$50 million funder collaborative launched for care infrastructure
Eight national foundations have announced the launch of a five-year, $50 million fund aimed at building a comprehensive, publicly supported care infrastructure.
Housed at Rockefeller Philanthropy Advisors, the Care for All with Respect and Equity (CARE) Fund will support a broad-based movement for care that includes paid leave, child care and early education, long-term services and supports for older adults and people with disabilities, and high-quality jobs for all care workers.
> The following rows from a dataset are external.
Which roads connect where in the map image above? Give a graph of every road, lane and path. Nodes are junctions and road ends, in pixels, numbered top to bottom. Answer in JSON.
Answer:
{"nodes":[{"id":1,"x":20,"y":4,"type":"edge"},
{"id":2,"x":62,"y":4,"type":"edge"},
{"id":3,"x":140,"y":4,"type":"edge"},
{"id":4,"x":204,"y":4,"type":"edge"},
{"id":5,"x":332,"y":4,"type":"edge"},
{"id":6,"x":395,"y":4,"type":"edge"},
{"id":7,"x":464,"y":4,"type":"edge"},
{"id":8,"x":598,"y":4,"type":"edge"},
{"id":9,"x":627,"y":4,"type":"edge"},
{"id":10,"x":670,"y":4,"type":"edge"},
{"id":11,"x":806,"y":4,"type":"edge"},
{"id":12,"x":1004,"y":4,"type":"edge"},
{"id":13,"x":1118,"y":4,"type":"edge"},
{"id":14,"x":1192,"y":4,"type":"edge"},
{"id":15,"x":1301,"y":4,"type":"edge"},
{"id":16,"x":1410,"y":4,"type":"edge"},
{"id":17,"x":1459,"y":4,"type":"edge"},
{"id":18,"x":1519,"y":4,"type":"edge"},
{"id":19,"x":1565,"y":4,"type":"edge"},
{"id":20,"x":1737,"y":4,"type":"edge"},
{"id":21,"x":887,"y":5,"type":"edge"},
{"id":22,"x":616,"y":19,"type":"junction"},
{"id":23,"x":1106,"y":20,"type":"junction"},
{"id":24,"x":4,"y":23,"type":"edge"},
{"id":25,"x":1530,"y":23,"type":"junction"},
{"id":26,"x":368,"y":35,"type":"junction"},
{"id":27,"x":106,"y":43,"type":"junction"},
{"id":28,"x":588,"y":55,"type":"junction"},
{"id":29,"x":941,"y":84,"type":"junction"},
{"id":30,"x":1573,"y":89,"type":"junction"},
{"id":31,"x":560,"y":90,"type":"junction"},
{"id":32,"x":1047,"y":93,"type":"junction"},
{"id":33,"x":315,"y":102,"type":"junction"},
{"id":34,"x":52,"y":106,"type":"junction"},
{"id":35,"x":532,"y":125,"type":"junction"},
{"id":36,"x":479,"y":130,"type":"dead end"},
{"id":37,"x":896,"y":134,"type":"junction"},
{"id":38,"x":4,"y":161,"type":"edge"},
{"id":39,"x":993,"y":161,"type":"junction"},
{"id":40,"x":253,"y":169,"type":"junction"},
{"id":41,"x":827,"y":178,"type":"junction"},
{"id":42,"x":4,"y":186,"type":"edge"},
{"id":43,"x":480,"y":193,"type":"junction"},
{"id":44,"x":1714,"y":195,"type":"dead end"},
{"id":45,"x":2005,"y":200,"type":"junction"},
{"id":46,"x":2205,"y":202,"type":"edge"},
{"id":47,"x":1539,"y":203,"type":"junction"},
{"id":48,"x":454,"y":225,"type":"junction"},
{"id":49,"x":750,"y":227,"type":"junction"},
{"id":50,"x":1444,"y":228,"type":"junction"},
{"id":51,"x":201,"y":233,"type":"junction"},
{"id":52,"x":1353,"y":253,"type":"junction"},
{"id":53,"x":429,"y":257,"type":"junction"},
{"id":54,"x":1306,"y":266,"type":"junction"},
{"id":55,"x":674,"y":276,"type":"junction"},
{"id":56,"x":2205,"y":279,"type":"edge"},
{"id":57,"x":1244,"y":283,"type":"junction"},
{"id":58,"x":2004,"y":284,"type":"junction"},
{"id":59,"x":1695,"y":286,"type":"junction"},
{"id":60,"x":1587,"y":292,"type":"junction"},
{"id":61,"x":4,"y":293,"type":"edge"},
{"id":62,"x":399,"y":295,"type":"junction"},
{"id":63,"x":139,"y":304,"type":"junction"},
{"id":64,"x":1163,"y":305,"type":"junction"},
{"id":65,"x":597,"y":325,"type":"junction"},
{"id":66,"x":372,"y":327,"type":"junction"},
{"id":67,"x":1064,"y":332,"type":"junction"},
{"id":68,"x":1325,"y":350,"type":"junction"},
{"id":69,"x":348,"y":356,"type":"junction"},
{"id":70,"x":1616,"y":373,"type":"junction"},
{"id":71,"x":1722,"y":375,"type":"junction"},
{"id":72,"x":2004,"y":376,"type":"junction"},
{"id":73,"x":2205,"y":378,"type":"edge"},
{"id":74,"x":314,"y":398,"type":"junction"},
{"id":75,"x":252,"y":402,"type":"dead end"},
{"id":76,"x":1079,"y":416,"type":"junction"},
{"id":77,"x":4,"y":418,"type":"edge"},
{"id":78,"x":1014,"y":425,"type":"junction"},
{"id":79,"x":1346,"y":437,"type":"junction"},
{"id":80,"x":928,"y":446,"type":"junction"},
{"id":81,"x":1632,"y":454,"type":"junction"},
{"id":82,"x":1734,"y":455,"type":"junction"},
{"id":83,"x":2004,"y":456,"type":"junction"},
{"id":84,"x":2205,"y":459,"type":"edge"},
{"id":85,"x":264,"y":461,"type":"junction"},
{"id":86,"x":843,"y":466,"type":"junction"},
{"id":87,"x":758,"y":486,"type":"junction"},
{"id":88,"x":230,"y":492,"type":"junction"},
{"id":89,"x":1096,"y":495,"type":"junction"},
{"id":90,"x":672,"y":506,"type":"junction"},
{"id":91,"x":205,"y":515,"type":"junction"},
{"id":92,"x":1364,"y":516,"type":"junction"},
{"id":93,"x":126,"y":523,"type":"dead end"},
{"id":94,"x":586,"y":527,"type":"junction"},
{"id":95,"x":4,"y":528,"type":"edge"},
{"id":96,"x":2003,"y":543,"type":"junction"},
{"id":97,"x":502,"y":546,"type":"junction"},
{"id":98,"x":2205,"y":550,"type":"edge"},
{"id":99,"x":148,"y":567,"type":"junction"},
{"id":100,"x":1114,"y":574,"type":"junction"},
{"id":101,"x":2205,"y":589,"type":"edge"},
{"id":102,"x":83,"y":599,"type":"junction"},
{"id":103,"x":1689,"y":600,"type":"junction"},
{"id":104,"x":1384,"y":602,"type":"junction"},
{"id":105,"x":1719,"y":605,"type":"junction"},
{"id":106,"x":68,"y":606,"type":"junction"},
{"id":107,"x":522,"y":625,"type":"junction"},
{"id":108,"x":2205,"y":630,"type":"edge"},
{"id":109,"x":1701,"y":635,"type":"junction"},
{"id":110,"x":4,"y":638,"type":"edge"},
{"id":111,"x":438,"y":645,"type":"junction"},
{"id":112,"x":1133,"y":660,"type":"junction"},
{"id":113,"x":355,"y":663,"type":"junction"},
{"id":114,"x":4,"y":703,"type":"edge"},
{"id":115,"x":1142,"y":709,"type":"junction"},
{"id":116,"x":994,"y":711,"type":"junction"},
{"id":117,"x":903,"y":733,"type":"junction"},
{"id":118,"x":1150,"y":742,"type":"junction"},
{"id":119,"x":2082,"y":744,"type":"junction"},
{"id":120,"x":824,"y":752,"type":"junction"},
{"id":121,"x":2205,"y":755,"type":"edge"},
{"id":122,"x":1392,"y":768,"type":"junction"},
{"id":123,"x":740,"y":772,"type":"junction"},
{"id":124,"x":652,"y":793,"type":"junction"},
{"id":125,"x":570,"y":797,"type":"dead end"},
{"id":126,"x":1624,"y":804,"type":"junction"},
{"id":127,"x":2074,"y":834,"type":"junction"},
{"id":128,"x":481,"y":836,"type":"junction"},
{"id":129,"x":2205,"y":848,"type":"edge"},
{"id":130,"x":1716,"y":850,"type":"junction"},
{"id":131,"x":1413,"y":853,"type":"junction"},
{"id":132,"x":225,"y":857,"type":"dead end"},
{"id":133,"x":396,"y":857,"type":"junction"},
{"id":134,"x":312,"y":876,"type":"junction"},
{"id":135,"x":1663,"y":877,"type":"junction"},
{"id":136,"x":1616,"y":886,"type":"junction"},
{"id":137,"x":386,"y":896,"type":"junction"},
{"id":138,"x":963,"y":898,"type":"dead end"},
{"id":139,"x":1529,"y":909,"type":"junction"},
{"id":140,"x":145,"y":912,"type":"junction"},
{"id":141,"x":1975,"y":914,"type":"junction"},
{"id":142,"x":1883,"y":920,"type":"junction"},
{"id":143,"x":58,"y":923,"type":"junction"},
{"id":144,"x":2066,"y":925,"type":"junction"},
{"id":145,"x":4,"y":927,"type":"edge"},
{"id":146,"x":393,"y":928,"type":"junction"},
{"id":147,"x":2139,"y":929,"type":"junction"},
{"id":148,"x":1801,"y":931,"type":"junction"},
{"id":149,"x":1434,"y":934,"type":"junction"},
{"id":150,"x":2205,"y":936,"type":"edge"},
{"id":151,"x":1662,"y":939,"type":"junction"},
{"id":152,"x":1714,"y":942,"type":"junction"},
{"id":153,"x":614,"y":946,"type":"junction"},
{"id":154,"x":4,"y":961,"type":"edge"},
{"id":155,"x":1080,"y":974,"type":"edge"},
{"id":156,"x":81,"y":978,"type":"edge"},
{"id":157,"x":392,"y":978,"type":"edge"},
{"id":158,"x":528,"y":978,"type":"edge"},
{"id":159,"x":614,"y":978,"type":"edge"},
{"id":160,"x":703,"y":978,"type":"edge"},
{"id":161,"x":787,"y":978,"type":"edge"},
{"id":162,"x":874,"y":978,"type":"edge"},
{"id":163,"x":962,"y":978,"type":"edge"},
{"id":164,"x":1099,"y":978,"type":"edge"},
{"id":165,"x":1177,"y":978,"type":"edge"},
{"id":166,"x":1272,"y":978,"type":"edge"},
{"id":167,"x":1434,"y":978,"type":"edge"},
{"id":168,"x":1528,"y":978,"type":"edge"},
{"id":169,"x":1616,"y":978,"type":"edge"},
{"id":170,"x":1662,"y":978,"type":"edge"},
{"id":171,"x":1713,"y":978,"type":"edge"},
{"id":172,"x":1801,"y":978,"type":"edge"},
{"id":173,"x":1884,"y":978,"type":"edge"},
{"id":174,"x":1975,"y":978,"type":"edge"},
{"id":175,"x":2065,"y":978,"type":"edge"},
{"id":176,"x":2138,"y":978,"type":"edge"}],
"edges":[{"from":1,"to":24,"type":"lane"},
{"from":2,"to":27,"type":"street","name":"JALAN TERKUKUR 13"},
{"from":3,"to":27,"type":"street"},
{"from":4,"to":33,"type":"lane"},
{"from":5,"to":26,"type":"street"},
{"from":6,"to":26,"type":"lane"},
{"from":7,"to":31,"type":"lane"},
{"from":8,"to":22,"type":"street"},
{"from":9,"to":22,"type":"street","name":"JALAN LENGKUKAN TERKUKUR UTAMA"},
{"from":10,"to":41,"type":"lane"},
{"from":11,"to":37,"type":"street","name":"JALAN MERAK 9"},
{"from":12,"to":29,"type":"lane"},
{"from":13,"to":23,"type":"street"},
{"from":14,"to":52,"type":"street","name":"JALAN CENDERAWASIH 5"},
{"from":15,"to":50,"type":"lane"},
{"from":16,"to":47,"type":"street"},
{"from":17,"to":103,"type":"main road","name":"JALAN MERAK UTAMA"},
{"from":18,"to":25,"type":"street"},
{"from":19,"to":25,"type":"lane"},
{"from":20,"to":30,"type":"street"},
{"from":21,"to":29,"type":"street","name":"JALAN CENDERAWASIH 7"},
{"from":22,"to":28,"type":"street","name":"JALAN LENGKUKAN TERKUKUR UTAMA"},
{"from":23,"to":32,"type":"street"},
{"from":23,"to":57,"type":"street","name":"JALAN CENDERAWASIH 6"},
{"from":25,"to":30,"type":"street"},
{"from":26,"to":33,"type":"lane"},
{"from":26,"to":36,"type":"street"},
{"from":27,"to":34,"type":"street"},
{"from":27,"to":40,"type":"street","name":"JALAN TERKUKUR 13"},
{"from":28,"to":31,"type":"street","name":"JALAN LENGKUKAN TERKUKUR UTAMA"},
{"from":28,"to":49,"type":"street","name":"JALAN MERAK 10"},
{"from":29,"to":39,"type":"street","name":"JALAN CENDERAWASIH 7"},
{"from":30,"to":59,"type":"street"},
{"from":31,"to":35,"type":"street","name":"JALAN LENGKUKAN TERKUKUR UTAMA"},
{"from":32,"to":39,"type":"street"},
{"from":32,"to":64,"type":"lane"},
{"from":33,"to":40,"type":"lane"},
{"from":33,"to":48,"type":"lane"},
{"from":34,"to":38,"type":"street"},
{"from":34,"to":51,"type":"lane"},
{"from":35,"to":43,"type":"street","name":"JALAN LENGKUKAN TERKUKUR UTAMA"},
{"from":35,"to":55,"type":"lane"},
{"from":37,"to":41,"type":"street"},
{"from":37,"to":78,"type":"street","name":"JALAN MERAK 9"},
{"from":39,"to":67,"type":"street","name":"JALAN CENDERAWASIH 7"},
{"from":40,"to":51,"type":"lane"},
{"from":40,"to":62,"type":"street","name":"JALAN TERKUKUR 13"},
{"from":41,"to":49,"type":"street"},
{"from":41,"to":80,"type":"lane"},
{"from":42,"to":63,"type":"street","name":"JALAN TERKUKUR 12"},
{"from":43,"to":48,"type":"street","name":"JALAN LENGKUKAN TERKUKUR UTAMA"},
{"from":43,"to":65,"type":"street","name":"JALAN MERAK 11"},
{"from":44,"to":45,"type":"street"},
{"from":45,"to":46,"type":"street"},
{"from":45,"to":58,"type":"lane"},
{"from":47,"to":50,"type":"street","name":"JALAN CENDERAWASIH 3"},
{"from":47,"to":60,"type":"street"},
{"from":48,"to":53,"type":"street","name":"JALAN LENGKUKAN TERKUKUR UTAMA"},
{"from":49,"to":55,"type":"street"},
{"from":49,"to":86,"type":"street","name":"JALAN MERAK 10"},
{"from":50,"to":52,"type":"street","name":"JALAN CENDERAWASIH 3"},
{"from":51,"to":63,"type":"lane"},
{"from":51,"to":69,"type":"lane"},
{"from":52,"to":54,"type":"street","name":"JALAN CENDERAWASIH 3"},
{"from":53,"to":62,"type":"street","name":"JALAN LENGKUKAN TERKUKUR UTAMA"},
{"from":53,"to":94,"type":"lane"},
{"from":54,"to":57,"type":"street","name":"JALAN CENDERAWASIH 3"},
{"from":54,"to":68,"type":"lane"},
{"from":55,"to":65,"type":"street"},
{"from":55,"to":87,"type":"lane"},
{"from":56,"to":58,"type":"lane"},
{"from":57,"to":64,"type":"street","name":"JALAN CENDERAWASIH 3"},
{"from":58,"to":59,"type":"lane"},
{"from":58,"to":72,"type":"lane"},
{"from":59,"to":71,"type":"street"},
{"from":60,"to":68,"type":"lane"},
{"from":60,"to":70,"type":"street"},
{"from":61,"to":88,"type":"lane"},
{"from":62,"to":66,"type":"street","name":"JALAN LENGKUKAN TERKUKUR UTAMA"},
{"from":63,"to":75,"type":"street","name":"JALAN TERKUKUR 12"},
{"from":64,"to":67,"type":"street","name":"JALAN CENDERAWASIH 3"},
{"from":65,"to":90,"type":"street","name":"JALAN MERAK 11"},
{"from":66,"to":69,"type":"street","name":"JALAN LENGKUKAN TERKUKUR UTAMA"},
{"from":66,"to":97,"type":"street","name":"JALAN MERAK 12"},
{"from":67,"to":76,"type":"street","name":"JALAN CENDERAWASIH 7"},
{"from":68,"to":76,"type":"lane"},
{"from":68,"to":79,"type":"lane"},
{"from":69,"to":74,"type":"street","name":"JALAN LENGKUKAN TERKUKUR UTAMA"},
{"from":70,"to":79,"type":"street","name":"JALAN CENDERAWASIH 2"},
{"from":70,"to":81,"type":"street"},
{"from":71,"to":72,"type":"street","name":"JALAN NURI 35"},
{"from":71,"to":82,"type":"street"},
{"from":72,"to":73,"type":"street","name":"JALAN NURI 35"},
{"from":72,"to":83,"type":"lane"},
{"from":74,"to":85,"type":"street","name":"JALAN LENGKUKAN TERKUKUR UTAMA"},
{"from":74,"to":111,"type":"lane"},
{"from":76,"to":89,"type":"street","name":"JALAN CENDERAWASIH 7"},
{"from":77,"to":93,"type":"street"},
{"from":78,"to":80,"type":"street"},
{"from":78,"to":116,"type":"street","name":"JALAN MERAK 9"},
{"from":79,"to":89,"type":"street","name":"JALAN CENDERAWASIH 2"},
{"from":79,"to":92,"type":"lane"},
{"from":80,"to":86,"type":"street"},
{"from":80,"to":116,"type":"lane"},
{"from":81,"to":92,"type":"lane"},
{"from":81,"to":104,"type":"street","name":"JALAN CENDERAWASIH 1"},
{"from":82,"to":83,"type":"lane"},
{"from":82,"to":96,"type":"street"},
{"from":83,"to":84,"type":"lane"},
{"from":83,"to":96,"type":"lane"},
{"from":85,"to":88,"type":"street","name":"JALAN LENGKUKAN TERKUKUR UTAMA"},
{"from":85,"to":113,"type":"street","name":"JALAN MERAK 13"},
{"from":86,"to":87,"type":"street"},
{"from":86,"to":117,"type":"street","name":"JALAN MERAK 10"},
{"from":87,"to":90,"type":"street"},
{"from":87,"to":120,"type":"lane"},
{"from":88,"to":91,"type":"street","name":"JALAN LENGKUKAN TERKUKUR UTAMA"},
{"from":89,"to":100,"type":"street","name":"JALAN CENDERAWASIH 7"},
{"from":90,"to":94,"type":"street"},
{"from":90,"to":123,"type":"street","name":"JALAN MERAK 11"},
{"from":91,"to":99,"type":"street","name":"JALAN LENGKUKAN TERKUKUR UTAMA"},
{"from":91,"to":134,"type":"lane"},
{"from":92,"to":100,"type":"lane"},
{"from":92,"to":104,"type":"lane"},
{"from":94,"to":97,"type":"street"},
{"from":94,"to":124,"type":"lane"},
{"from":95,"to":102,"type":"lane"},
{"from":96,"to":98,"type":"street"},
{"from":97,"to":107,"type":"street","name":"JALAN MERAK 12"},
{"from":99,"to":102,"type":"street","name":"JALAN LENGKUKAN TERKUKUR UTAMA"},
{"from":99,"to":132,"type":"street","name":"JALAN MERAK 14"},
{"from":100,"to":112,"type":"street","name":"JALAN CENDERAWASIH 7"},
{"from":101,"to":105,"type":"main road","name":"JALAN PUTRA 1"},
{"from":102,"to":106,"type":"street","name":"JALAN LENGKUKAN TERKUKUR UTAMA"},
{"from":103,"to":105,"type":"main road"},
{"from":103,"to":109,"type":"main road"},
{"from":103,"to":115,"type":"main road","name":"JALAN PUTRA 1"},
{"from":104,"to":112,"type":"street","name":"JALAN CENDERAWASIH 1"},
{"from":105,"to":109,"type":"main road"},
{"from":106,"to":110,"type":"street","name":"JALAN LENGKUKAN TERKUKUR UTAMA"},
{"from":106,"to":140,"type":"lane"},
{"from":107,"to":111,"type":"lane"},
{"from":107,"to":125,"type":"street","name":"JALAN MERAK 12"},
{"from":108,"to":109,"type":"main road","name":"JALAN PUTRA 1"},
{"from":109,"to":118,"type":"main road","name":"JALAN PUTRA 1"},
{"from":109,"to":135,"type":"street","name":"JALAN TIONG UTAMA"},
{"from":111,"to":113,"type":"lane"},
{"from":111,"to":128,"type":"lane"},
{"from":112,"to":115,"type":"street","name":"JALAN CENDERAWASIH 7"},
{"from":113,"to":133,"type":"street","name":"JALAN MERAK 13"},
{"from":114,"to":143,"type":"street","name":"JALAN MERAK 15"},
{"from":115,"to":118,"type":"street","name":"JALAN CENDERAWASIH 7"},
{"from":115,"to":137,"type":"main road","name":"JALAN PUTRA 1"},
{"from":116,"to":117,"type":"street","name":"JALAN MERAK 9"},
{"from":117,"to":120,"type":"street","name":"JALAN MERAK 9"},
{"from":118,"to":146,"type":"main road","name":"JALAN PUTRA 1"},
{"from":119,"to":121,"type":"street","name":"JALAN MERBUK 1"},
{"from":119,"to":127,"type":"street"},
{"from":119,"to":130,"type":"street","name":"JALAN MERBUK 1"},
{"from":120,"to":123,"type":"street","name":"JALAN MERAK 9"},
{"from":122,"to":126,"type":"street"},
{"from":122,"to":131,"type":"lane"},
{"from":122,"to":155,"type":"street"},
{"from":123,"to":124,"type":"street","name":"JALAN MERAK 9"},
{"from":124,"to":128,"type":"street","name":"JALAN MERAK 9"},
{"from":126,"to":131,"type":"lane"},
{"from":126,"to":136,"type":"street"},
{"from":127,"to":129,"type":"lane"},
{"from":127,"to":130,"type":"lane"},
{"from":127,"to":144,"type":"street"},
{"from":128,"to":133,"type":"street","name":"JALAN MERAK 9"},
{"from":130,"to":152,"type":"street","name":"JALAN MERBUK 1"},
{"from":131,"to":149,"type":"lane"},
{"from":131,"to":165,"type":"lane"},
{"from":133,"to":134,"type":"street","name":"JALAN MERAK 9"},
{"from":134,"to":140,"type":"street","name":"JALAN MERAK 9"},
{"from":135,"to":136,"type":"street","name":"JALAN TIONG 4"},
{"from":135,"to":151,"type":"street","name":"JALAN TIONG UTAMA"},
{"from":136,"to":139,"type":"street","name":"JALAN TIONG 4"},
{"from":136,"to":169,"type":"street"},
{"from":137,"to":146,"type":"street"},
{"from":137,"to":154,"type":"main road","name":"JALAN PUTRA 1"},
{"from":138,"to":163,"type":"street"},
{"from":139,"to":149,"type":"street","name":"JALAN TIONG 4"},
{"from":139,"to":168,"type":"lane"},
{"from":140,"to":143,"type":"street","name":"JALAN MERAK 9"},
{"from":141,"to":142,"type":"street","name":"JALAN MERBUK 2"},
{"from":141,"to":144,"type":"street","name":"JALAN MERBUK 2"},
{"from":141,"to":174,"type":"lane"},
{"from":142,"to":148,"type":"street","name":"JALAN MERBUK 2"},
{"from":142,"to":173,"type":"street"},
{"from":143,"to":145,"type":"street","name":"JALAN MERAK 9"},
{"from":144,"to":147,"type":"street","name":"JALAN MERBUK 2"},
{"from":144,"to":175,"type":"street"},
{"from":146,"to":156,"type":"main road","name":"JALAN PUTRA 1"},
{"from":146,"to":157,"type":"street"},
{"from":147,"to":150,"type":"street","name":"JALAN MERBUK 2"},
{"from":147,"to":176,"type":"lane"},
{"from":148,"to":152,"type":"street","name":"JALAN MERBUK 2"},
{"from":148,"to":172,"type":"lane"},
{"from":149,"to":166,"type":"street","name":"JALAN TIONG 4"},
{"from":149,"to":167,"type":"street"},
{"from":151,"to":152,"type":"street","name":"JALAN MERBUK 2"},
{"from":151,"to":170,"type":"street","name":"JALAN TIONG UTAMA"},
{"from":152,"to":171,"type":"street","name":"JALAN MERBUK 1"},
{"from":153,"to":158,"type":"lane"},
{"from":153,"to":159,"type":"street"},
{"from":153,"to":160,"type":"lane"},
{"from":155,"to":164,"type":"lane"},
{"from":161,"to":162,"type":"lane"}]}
With commitments from the Ford, Heising-Simons, Open Society, Robert Wood Johnson, and W.K. Kellogg foundations, as well as the Perigee Fund, Pivotal Ventures, and Charles and Lynn Schusterman Family Philanthropies, the funder collaborative will invest in efforts to amplify the voices of care providers and consumers; advocacy and organizing aimed at ensuring access to high-quality, universally affordable care and services; the implementation of new policies and investments at the community level, with a focus on low-income families and people of color; efforts to secure a living wage and benefits for immigrant and women of color care workers; and efforts to redefine care work and services as a permanent public good worthy of public and private financing and long-term investments.
To date, the fund has awarded $2.5 million in rapid response grants in support of advocates who are working to hone their strategies and build a broader, more powerful movement for care. Grant recipients include the Care Can't Wait campaign, Paid Leave for All, and the Childcare for Every Family Network.
"At the W.K. Kellogg Foundation, children are at the heart of everything we do," said WKKF president and CEO La June Montgomery Tabron. "Comprehensive, bold investments in what children and families of color need to be healthy and economically secure are necessary for lasting, transformational change to happen. The CARE Fund is uniquely positioned to do just that, bringing together a breadth of funders focused across issues of health, racial and gender equity, early childhood, and worker justice to secure an economy that honors and values care."